Scott Moser (smoser)
Changed in cloud-init:
status: New → Confirmed
importance: Undecided → Medium
Revision history for this message
Scott Moser (smoser) wrote :

This is true that hostname is not set before networking comes up.
I would like to fix this, but there are a couple things to consider
a.) network datasources
   currently there are some datasources that run only after networking comes up. As it is right now it is "too late"to read the hostname from the network metadata service and then update the system hostname before dhcp would run.

b.) systemd-networkd's dhcp client seems to actually be listening for hostname getting set and updating its lease information on that event. we saw this in azure when we were removing the old 'bounce the network' code that served the purpose of publishing the

c.) relying on the guest to populate dns information via dhcp is kind of garbage anyway. as a "cloud" solution anyway.

d.) cloud-init allows setting hostname in user-data (in addition to meta-data).
the user-data provided by the user could be in a '#include' url, which might not be available until all networking is up. Thus, even if we moved network datasources to pull their information 'pre-network' (the way that the digital ocean md service does) we can't consume all the user-data at that point.
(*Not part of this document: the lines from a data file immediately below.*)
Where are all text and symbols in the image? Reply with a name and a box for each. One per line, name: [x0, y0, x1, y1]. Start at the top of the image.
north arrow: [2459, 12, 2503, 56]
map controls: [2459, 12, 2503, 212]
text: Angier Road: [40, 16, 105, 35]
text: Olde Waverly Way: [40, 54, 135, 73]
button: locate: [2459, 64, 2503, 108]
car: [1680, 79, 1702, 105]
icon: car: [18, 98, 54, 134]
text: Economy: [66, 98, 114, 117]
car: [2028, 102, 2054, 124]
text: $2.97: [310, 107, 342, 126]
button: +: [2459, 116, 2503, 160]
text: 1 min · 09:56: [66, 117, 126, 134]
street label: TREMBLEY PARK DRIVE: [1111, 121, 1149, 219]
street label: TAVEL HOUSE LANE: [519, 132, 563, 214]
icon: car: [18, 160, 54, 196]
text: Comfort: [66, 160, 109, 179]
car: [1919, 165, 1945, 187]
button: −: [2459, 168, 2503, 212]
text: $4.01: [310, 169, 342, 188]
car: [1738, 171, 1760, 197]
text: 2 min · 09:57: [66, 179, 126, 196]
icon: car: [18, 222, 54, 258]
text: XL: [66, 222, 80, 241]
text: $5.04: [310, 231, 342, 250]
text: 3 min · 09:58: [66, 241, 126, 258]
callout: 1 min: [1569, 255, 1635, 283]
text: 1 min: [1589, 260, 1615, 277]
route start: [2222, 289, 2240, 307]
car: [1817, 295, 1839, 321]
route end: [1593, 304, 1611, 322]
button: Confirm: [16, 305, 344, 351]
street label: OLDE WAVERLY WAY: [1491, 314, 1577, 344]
'd' might be a reasonable limitation. the other things are acheivable.

Revision history for this message
Michael Hudson-Doyle (mwhudson) wrote :

For a and d, sure if finding out what the hostname needs to be involves having the network up, there's nothing that can be done to avoid this.

For c, yes, this is kind of garbage. Utah depends on this though :/ Maybe I can get it to edit the libvirt network config to map the MAC address to a particular IP address instead, that would definitely be less fragile...

And finally for b, it would make sense that a hostname change triggers a refresh of the DHCP lease but I see nothing in the code to do this and my experiments don't seem to indicate it happening either.

Revision history for this message
Birger Schmidt (bs-ubo) wrote :

I just stumbled over this bug as well.

Reading all the cases (a,b,c...) I do not see the downside in just setting the hostname in the init-local stage as well.

This can be done as an additional step only if the info is already there (i.e. mounted via iso). To check that would not take long and neither would setting the hostname take long.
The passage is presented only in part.